Die eigentlichen Kapitel können das Niveau leider nicht ganz halten. Zwar sind die Seiten durchweg klar und übersichtlich strukturiert, aber das Paneling ist doch teilweise sehr großzügig ausgefallen. Es gibt viele Seiten mit sehr wenigen Panels, und ganzseitige Zeichnungen verwendet Lisa teils recht gehäuft. Weil sie auch mit den Hintergründen recht sparsam umgeht, entstehen viele leere Flächen, die dann mit sich teils recht oft wiederholenden Rasterstrukturen ausgefüllt werden.

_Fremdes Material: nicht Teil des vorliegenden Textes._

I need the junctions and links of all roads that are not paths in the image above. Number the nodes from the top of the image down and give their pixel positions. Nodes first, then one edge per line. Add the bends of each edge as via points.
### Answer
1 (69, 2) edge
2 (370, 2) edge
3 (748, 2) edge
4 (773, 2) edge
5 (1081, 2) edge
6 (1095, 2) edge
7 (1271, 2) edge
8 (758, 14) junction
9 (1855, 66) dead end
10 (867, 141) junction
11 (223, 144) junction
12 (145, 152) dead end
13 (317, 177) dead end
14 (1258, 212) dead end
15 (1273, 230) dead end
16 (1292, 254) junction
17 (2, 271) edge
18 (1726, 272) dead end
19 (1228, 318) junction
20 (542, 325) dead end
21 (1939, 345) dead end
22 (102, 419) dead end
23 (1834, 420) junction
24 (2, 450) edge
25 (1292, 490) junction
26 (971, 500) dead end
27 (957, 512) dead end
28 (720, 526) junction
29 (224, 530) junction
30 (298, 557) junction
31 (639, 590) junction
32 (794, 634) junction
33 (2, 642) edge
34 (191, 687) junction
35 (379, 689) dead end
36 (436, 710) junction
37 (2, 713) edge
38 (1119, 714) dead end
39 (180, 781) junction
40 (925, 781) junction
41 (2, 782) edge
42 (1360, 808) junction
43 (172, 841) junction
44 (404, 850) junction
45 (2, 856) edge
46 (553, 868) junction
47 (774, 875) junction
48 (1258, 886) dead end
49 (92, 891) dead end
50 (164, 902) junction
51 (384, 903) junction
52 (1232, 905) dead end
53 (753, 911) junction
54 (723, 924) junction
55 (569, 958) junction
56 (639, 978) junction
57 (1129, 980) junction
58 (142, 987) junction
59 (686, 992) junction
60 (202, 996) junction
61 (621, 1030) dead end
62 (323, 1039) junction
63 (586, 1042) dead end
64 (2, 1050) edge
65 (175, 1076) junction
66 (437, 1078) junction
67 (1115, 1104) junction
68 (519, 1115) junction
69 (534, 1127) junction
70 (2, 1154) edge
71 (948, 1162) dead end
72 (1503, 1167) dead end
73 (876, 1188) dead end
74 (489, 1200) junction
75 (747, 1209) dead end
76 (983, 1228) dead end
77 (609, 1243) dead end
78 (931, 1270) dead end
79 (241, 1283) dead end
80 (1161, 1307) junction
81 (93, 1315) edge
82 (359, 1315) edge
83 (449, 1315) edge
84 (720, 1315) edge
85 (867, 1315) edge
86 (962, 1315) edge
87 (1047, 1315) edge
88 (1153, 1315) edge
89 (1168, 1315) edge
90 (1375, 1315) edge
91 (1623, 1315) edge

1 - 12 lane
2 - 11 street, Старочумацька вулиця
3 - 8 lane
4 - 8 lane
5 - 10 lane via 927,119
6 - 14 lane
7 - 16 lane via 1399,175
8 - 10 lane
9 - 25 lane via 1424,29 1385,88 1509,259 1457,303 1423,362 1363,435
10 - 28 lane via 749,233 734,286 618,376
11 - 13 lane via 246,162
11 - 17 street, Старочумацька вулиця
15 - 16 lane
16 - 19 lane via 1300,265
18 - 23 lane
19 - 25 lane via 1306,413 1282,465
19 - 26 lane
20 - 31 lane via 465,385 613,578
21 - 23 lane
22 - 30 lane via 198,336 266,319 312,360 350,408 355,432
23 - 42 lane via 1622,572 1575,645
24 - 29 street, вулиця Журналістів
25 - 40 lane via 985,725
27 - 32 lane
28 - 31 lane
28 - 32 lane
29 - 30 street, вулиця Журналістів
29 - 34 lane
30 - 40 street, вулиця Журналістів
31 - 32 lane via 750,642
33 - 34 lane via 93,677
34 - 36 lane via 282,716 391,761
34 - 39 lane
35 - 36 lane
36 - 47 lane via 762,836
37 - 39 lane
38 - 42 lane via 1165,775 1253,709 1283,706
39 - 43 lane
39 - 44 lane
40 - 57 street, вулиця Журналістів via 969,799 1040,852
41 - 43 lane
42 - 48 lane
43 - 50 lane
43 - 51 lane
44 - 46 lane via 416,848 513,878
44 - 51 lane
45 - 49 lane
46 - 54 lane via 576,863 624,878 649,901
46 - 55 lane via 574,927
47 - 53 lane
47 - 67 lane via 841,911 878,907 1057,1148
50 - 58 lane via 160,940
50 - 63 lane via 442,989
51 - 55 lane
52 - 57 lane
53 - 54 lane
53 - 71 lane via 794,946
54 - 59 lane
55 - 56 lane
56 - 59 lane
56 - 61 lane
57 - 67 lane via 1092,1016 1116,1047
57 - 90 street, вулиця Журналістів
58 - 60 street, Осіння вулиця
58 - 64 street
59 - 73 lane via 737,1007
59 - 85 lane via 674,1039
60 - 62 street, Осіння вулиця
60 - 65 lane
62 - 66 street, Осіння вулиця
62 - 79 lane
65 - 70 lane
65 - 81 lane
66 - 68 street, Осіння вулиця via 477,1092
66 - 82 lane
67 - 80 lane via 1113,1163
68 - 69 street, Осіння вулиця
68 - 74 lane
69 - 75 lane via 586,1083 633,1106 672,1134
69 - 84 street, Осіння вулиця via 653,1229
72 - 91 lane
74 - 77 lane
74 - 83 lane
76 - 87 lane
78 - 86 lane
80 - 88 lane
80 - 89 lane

Zwar sehen die meisten Seiten trotzdem sehr ansehnlich aus, was dem tadellosen und sauberen Inking mitzuverdanken ist, aber gerade durch das große Seitenformat fällt die zeichnerische Ökonomisierung doch ein wenig ins Auge. Die wie erwähnt tollen Chara-Zeichnungen fangen das zu einem großen Teil auf. Dennoch würde man sich wünschen, dass Lisa in Zukunft etwas mehr in ihre Seiten investiert. Denn ihre Zeichnungen haben wirklich immenses Potential.
 
Insgesamt liest sich "Götterboten" äußerst flott und unterhaltsam. Besonders die witzigen Dialoge können sich wirklich sehen lassen. Wenn sich Hermes und Chidori mal wieder wegen irgendwas in die Wolle kriegen, bleibt so schnell kein Auge trocken. Die Dialoge fügen sich natlos in die hohe Qualität der Chara-Designs ein und machen einfach Spaß. Die Geschichte selbst kann leider noch nicht so ganz überzeugen. Das originelle Set-Up gefällt, aber den Figuren fehlt es ein bisschen an Motivation und Hintergrund für ihr Handeln. Über Hermes' Aufgabe auf der Erde wird kaum ein Wort verloren. Was es mit seinem Zauberbuch auf sich hat, bleibt weitestgehend im Dunkeln.
 
Das Problem mit der Motivation betrifft aber insbesondere die Antagonisten, von denen man sich die ganze Zeit fragt, was sie eigentlich von Hermes und Chidori wollen. Die – naja – Erklärung, die Lisa dafür im letzten Kapitel schuldbewusst nachreicht, ist leider doch eher ein schlechter Scherz und macht den Abschluss des Bandes etwas enttäuschend. Wieder einmal zeigt sich, dass deutsche Zeichner häufig die Dramatik im Storytelling scheuen. Das sieht man auch in den Kampfszenen: nach sorgfältigem Aufbau und tollen Verwandlungsszenen sind die eigentlichen Kämpfe doch ziemlich unspektakulär und eigentlich schneller vorbei als sie begonnen haben. Sie richtig mitfiebern kann man mit unseren Helden leider nicht. Trotz hohem Chibi- und Zuckeranteil bleibt der Manga aber dafür auch weitestgehend Kitsch-frei, was wir besonders dem schlagfertigen Protagonistenpaar zu verdanken haben.
 
Insgesamt sollten sich Magical-Girl- und Fantasy-Fans angesichts der tollen Chara-Designs und der extrem witzigen und lebendigen Dialoge aber gut unterhalten fühlen. Ein durchaus vielversprechendes Debut, das Lust auf mehr macht!